Problem to solve: In the entries below, count every line with the word "points". Return only the count.

Data for review:

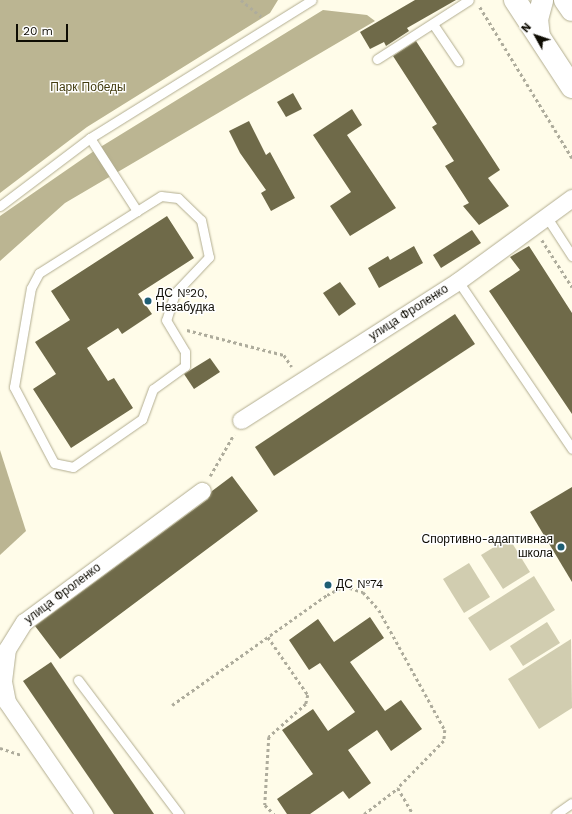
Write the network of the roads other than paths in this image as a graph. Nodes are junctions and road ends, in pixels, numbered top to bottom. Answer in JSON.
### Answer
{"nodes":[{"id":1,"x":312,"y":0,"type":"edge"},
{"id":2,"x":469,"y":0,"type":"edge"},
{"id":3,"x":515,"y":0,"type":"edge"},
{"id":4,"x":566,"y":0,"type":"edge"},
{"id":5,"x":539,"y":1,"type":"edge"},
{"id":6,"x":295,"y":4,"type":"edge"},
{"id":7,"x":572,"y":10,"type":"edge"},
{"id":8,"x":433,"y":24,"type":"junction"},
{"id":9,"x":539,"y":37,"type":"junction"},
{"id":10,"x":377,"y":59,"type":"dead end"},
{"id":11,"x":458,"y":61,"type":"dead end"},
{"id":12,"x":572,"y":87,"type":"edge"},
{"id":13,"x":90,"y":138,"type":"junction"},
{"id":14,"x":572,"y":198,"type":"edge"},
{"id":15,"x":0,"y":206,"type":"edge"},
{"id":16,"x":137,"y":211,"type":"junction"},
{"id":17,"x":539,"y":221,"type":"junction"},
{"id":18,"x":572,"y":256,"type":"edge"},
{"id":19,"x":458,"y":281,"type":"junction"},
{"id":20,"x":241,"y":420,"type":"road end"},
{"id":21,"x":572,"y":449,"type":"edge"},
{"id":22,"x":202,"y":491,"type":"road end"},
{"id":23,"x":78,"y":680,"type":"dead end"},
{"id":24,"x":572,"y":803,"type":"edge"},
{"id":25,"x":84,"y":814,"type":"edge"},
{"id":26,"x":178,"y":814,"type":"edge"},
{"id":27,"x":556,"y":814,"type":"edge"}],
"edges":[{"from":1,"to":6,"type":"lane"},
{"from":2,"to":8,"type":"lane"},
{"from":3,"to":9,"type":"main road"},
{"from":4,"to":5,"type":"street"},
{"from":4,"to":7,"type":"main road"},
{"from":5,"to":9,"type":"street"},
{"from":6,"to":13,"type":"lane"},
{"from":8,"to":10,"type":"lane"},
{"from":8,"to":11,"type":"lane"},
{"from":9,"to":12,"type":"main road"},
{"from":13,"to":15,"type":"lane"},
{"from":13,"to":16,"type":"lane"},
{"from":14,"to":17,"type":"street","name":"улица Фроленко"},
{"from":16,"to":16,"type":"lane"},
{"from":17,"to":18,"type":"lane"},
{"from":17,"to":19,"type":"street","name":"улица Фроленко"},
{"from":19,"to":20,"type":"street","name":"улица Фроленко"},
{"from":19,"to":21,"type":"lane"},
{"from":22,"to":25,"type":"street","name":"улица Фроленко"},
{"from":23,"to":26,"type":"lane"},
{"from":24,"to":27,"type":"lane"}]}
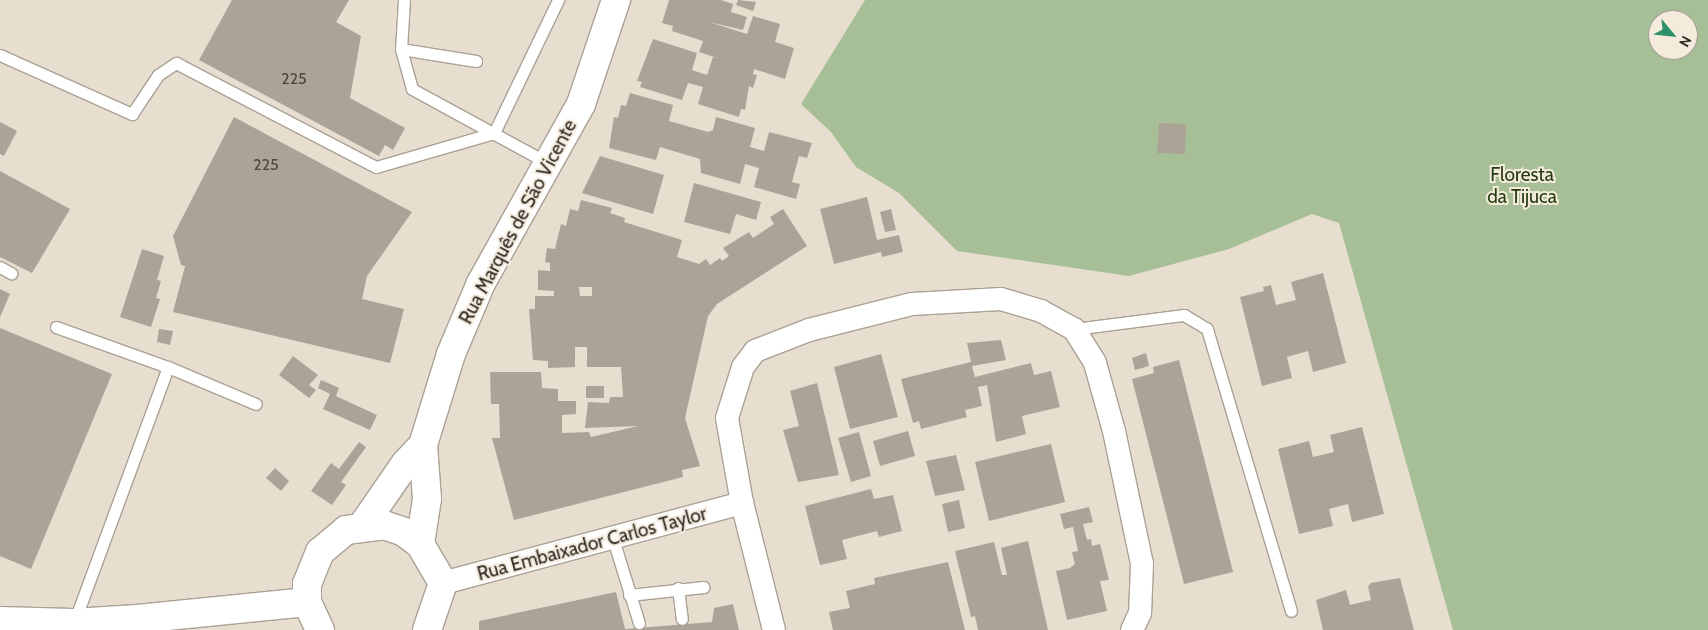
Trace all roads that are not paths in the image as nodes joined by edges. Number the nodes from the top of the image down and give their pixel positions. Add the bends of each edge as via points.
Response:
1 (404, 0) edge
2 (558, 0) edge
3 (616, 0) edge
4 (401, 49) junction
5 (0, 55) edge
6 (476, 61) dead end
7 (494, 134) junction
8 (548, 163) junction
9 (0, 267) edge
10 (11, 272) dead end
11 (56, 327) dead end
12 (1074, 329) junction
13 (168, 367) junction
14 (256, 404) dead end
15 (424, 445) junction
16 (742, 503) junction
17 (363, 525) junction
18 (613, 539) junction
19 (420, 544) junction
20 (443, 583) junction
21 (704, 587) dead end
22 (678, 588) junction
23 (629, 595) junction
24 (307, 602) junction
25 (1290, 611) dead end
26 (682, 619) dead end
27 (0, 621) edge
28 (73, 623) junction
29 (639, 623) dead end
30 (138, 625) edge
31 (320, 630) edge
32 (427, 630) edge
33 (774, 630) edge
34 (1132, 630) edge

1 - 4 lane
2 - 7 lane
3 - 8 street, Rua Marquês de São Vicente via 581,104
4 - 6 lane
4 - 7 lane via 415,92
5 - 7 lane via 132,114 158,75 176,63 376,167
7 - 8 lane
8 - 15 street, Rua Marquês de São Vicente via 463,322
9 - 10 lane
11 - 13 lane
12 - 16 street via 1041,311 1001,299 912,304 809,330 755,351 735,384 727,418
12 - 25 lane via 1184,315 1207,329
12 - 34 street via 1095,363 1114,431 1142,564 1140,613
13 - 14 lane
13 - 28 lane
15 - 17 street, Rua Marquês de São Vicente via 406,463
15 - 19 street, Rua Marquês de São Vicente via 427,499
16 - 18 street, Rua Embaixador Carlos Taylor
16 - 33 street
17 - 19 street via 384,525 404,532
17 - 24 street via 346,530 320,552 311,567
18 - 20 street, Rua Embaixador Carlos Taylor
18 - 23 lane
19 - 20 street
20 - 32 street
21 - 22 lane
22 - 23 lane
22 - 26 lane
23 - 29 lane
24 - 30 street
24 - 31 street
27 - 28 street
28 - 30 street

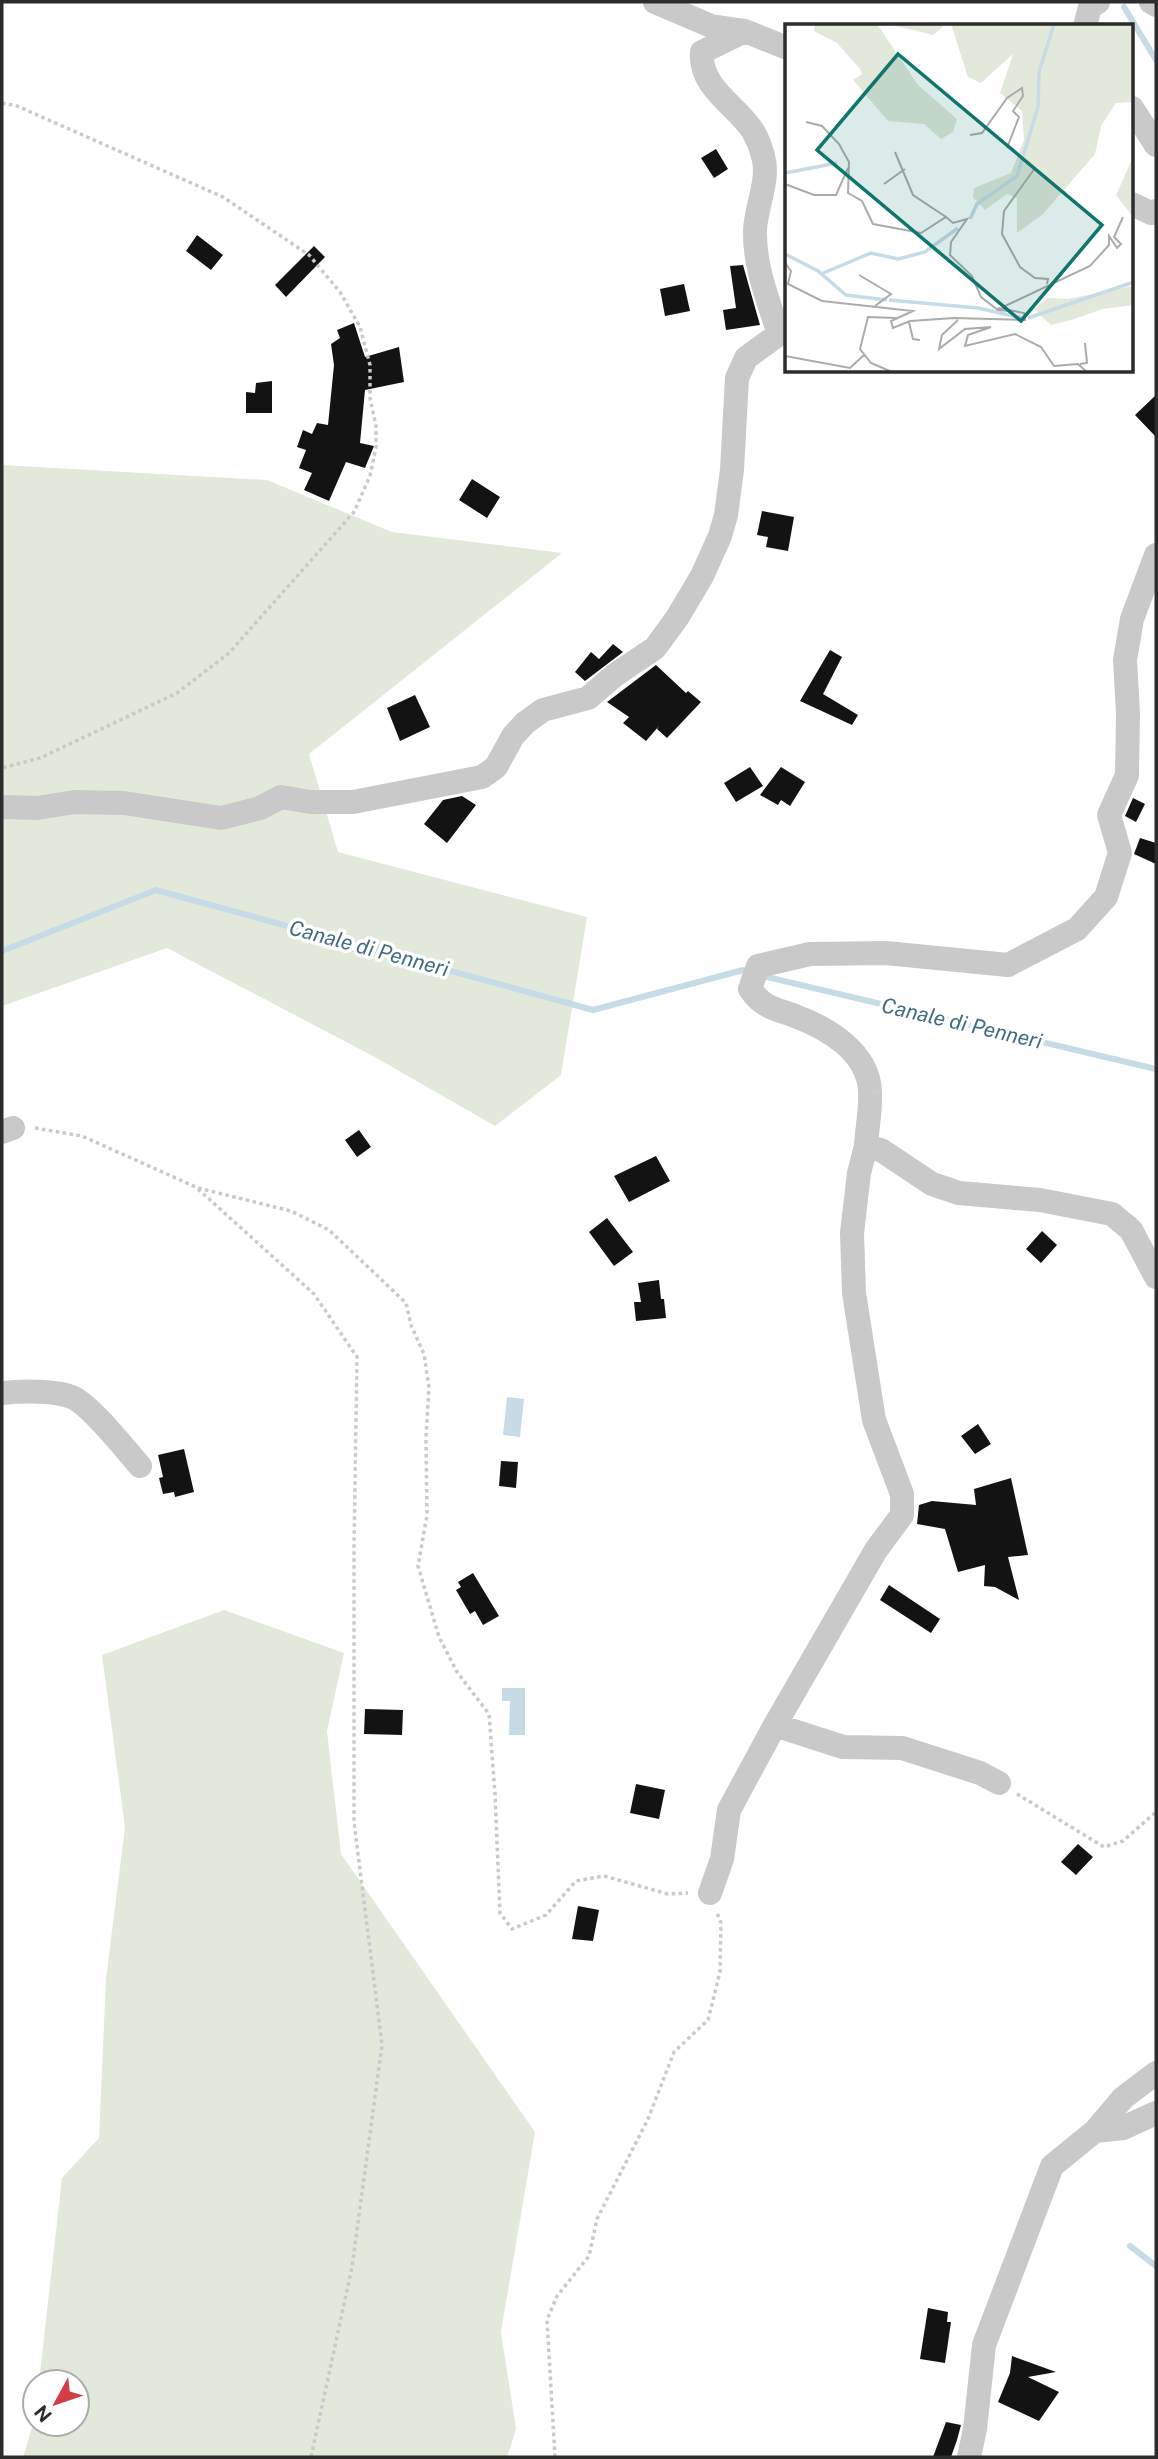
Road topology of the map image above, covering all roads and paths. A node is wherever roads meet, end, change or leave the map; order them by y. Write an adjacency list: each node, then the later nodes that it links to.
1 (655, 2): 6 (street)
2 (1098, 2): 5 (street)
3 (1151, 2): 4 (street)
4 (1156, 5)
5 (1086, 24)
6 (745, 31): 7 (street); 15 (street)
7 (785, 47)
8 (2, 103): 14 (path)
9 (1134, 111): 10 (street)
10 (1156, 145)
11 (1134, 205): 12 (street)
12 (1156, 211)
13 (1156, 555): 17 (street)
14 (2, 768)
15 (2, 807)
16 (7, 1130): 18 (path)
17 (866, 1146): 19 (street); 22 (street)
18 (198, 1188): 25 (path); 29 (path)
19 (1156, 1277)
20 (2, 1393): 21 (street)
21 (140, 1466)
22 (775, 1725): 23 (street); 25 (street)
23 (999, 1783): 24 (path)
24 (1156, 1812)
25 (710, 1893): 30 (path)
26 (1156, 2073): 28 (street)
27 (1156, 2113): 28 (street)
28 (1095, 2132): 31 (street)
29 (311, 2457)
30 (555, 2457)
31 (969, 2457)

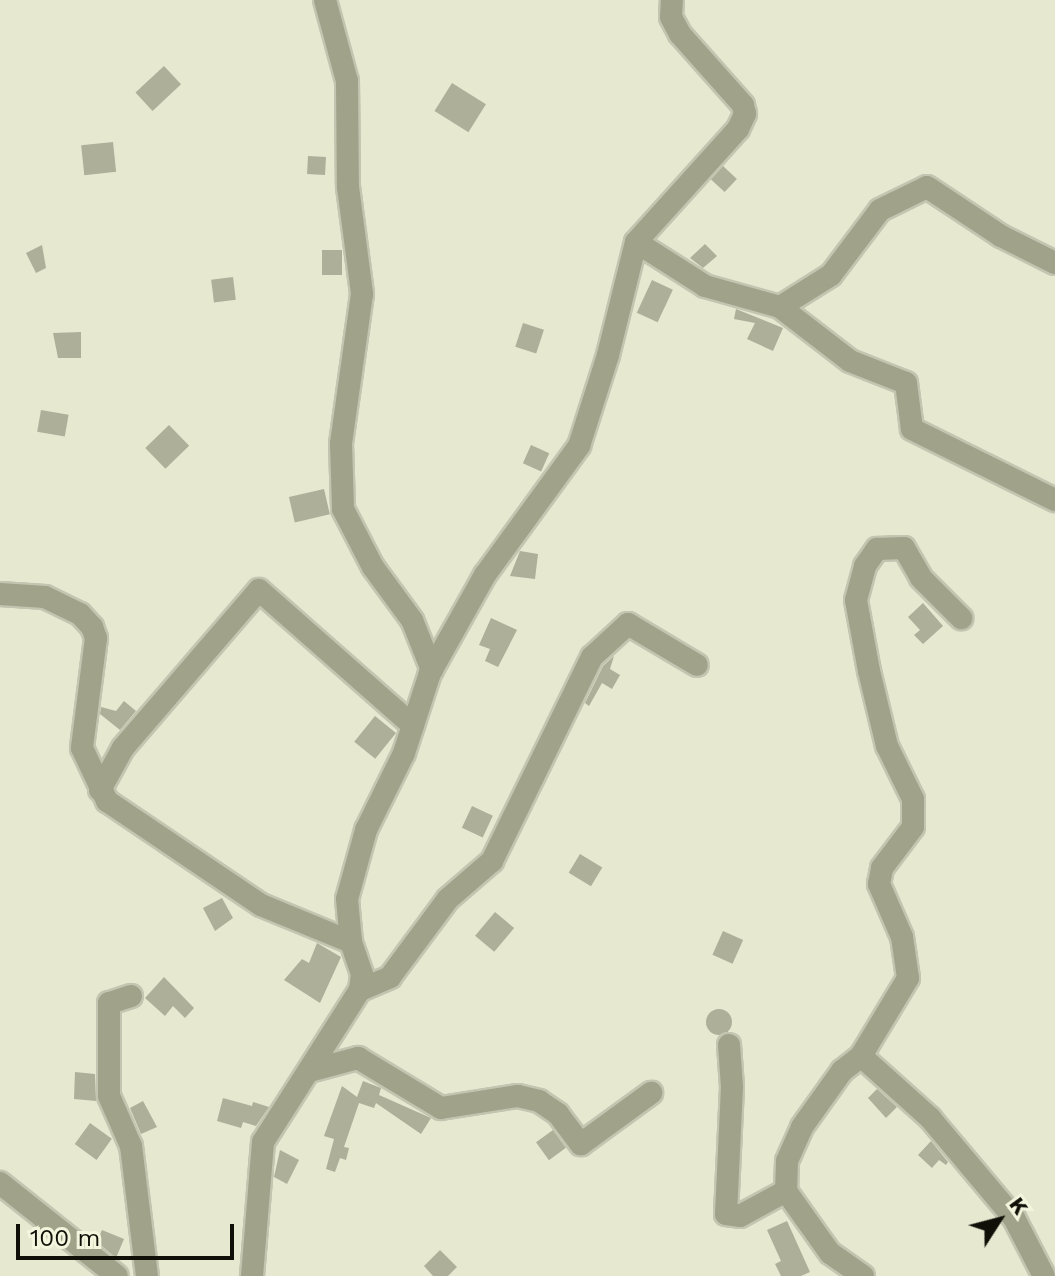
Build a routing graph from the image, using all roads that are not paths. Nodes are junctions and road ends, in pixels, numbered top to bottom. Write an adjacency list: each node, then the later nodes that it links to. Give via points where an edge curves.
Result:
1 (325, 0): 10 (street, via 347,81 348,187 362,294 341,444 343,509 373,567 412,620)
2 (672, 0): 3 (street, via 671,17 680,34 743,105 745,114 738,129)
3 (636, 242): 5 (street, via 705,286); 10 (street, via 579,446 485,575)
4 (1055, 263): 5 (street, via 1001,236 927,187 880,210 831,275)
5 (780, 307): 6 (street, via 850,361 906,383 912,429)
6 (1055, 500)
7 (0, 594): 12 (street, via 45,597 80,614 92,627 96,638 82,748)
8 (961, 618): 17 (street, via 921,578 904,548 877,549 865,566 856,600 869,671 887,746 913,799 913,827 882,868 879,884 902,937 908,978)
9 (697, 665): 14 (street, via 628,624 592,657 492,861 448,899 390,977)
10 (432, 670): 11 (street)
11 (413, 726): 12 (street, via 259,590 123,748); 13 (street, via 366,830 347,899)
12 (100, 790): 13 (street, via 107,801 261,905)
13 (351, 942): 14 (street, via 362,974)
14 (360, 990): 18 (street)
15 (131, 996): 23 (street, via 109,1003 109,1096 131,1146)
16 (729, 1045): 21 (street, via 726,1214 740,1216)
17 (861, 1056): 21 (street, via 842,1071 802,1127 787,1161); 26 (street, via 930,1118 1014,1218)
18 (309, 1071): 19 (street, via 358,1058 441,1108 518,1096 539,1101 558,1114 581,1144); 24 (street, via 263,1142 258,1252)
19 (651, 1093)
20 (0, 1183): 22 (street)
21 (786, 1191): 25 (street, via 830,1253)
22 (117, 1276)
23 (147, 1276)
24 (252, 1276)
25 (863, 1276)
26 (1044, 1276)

Response: 2